START Available data

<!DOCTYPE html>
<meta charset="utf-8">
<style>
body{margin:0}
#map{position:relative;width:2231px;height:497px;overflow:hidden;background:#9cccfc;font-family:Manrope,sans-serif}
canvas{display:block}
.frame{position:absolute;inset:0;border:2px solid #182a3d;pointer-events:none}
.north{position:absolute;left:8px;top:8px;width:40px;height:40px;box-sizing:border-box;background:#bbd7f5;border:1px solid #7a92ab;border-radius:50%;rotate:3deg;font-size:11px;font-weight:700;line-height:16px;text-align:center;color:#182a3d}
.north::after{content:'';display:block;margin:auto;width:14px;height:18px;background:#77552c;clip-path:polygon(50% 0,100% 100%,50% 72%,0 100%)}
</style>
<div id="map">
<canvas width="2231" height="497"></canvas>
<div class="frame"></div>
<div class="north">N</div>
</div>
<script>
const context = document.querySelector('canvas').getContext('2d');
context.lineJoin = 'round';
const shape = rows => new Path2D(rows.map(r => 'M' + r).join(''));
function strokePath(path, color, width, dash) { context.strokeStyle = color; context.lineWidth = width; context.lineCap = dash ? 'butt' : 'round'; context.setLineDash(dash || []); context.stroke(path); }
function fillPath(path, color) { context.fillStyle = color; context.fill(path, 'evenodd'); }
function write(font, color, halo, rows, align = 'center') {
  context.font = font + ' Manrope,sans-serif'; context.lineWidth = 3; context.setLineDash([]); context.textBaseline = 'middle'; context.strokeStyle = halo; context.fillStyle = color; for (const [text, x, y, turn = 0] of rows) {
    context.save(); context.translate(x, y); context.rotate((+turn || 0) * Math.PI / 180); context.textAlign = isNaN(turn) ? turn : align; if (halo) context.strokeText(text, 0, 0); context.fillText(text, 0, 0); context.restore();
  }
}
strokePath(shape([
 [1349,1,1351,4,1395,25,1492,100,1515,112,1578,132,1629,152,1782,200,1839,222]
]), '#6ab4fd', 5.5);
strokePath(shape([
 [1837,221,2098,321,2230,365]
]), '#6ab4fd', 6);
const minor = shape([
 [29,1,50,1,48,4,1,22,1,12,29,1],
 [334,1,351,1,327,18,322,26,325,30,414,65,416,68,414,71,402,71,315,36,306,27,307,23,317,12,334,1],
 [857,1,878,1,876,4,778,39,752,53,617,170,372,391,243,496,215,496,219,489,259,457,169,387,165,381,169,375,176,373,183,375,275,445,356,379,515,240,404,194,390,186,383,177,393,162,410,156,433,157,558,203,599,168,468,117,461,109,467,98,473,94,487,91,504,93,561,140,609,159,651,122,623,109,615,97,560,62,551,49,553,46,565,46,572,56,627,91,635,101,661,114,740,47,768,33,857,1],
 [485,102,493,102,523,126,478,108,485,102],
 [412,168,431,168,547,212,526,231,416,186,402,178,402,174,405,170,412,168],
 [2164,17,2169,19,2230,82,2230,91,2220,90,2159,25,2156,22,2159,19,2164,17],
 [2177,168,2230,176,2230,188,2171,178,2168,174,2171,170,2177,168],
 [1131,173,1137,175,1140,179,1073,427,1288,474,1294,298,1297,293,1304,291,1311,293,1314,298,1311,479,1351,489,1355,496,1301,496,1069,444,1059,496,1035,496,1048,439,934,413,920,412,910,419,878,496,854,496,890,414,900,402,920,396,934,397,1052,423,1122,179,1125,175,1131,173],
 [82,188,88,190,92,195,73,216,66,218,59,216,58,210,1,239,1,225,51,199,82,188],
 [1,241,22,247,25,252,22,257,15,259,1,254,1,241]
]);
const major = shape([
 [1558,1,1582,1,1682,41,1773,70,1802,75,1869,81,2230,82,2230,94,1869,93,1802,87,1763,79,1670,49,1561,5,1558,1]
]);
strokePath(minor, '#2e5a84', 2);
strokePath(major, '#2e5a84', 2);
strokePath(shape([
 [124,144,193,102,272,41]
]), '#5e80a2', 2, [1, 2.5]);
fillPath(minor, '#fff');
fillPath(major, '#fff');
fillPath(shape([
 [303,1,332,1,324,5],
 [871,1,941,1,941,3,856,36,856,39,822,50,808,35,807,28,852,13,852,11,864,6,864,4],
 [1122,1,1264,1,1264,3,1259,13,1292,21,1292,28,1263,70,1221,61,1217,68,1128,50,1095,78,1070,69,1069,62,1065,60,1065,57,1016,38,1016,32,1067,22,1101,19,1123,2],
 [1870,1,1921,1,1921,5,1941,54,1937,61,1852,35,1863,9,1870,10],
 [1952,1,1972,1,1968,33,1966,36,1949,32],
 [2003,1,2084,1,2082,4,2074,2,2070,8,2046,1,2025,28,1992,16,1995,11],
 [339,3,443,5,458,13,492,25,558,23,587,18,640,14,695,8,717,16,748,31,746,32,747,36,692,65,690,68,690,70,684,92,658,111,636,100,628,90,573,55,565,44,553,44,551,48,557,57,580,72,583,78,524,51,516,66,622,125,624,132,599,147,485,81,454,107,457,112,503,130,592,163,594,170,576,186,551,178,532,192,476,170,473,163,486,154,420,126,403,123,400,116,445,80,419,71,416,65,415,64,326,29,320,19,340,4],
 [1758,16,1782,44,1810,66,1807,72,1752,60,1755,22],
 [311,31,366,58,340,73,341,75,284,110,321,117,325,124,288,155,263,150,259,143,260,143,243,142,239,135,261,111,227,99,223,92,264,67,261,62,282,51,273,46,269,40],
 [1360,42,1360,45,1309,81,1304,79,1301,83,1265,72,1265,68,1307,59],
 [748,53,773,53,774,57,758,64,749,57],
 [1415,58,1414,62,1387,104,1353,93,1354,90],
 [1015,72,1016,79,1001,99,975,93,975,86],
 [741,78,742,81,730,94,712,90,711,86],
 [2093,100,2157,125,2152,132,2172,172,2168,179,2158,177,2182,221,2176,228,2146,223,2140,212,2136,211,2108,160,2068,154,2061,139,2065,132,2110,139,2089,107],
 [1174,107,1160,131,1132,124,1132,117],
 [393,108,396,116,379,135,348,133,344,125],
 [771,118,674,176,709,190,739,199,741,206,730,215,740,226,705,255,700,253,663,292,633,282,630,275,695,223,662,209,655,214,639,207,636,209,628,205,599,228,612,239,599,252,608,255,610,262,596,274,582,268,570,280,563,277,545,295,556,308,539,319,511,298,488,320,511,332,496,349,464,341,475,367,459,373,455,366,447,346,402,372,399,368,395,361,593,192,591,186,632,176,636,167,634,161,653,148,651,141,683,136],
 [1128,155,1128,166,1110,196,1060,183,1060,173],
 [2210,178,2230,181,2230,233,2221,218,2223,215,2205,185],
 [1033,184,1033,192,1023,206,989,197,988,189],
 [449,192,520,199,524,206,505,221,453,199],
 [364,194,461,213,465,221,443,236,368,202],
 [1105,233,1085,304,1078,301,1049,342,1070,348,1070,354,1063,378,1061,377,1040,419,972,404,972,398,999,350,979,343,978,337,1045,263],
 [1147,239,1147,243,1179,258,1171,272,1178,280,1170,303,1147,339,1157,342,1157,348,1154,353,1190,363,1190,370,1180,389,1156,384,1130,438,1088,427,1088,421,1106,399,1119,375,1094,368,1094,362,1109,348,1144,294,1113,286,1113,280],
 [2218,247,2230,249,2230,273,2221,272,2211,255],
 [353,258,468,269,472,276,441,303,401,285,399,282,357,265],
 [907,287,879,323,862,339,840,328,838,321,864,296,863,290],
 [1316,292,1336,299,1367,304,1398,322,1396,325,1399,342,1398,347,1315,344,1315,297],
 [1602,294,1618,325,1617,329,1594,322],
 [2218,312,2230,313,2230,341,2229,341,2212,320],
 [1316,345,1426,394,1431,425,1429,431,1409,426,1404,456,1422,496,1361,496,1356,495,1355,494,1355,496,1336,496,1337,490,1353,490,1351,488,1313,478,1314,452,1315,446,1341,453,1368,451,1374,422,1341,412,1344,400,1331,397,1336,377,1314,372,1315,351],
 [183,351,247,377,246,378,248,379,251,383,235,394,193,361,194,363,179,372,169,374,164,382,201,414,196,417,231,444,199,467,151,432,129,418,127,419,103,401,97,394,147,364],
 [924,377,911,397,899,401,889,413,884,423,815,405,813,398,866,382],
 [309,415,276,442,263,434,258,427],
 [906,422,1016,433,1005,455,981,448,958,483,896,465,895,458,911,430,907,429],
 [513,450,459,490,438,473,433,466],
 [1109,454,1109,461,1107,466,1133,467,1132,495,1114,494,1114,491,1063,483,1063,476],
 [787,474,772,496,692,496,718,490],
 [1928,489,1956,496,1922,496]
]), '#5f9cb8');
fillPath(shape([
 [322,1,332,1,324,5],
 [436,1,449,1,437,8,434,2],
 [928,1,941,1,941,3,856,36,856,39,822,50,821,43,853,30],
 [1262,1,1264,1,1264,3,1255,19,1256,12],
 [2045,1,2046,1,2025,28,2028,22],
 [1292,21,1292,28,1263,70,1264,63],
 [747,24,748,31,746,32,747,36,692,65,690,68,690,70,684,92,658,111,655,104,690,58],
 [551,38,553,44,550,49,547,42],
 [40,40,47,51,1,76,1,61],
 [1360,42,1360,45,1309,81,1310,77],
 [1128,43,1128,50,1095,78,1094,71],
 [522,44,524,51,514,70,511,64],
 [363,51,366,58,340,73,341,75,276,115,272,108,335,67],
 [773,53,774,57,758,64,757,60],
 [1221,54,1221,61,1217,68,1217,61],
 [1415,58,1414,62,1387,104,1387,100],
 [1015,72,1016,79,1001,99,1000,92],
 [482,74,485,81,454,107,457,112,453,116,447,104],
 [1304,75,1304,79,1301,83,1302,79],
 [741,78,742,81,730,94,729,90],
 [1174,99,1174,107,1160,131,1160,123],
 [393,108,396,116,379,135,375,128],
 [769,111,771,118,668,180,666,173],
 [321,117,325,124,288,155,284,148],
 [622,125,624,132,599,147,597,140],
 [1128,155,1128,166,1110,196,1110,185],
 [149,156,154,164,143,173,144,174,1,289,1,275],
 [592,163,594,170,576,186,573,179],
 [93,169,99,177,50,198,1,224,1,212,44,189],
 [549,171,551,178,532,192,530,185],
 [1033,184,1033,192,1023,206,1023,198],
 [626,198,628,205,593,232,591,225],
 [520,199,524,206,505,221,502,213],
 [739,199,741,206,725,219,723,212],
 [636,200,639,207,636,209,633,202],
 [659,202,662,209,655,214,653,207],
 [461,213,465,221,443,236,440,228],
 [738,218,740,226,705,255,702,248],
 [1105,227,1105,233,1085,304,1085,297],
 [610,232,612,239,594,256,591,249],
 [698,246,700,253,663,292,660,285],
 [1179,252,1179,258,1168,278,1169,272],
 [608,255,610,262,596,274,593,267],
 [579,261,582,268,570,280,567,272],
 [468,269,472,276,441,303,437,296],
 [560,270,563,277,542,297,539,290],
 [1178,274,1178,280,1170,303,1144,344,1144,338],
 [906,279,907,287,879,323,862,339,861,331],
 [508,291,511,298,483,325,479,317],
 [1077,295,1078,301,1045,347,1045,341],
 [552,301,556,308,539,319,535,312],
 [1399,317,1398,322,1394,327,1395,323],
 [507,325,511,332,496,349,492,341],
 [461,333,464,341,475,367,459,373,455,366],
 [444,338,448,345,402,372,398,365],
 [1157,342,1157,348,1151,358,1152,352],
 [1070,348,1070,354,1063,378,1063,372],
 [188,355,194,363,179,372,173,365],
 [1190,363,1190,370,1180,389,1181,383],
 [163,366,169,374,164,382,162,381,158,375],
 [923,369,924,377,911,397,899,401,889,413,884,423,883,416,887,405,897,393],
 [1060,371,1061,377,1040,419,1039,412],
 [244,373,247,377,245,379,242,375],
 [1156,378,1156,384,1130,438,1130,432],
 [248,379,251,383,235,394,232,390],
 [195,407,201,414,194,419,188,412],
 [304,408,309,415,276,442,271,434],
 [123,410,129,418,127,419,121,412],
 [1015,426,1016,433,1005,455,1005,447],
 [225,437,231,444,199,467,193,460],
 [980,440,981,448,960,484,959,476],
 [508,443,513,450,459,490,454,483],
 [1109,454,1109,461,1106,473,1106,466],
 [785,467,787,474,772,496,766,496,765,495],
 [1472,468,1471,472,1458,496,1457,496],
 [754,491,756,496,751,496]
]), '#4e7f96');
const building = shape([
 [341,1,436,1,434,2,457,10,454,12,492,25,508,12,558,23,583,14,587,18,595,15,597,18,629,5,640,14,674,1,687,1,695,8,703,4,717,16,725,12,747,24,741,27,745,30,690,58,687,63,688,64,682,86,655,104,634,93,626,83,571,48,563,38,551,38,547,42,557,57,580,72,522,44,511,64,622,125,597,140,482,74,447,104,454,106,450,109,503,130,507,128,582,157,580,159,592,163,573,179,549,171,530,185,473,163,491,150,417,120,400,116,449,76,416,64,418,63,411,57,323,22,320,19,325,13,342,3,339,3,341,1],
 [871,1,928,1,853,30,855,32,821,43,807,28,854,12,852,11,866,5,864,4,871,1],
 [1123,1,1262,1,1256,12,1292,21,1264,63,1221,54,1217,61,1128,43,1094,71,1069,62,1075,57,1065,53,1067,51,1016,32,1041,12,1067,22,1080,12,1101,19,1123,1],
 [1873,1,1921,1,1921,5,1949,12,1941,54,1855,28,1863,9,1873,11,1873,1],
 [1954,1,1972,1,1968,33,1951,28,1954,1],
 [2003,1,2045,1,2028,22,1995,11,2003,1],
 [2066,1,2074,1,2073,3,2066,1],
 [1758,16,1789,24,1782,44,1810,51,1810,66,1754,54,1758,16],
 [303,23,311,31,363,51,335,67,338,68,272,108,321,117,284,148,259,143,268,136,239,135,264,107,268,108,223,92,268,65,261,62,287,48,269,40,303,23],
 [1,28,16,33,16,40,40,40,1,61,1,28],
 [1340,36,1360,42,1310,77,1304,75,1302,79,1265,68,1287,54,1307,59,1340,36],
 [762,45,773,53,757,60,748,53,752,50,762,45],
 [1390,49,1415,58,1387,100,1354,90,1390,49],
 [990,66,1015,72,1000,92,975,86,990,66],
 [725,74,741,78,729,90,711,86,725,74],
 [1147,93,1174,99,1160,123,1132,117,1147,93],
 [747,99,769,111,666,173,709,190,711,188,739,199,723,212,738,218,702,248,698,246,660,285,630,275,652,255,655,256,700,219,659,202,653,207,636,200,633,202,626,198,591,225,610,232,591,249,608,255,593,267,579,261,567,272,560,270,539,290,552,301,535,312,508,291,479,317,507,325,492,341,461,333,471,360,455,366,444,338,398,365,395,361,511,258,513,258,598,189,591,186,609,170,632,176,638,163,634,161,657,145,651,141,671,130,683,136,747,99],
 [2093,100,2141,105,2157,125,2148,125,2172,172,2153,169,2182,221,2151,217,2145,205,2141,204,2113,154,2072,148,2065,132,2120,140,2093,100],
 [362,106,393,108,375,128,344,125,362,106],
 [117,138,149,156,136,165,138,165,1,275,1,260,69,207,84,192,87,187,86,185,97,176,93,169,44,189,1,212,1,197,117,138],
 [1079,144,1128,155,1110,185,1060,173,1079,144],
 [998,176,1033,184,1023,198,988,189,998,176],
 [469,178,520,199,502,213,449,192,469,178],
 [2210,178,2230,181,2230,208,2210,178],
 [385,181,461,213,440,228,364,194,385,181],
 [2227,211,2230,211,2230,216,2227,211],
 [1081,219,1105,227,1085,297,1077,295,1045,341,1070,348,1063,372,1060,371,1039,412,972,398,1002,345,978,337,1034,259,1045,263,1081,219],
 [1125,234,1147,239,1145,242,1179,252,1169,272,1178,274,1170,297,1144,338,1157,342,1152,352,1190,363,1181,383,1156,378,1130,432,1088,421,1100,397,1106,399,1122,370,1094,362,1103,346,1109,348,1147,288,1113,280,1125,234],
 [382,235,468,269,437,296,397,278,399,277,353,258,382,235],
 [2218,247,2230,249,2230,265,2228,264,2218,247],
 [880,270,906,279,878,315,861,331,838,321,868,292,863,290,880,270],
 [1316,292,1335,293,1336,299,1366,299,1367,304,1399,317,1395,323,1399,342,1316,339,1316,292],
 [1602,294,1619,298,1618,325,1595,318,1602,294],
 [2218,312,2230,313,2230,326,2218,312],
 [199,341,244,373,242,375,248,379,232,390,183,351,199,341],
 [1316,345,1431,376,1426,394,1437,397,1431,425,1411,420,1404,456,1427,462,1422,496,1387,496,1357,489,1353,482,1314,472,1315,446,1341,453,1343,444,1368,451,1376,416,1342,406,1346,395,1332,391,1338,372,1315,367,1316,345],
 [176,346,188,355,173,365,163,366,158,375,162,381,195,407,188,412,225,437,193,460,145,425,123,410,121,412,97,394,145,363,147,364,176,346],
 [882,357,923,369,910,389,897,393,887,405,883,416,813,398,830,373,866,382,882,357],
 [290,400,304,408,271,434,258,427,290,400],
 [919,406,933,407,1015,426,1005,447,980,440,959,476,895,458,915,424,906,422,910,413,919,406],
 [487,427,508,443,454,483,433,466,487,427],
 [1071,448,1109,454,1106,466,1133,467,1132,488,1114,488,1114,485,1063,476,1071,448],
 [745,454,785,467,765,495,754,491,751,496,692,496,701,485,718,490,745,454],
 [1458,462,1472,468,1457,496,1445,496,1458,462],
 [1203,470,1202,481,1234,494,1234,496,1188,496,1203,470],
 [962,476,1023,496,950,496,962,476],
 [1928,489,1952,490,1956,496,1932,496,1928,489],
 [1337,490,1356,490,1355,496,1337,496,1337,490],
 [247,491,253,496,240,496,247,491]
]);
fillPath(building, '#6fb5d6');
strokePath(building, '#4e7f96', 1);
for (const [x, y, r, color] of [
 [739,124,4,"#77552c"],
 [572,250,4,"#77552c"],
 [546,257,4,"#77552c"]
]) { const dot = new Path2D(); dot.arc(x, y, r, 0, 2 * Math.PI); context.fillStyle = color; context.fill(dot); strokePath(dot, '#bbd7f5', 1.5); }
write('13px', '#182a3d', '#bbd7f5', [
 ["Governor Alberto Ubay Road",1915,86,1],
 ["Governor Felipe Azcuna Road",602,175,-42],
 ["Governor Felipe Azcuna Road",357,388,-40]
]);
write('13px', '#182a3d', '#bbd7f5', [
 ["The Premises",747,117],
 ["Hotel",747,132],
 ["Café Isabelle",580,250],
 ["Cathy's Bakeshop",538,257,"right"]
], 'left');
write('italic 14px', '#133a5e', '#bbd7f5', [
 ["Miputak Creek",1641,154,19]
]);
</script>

END Available data

Problem:
Would you return all lines from the preceding listing that contain the word "solid"?

Output for this task:
.frame{position:absolute;inset:0;border:2px solid #182a3d;pointer-events:none}
.north{position:absolute;left:8px;top:8px;width:40px;height:40px;box-sizing:border-box;background:#bbd7f5;border:1px solid #7a92ab;border-radius:50%;rotate:3deg;font-size:11px;font-weight:700;line-height:16px;text-align:center;color:#182a3d}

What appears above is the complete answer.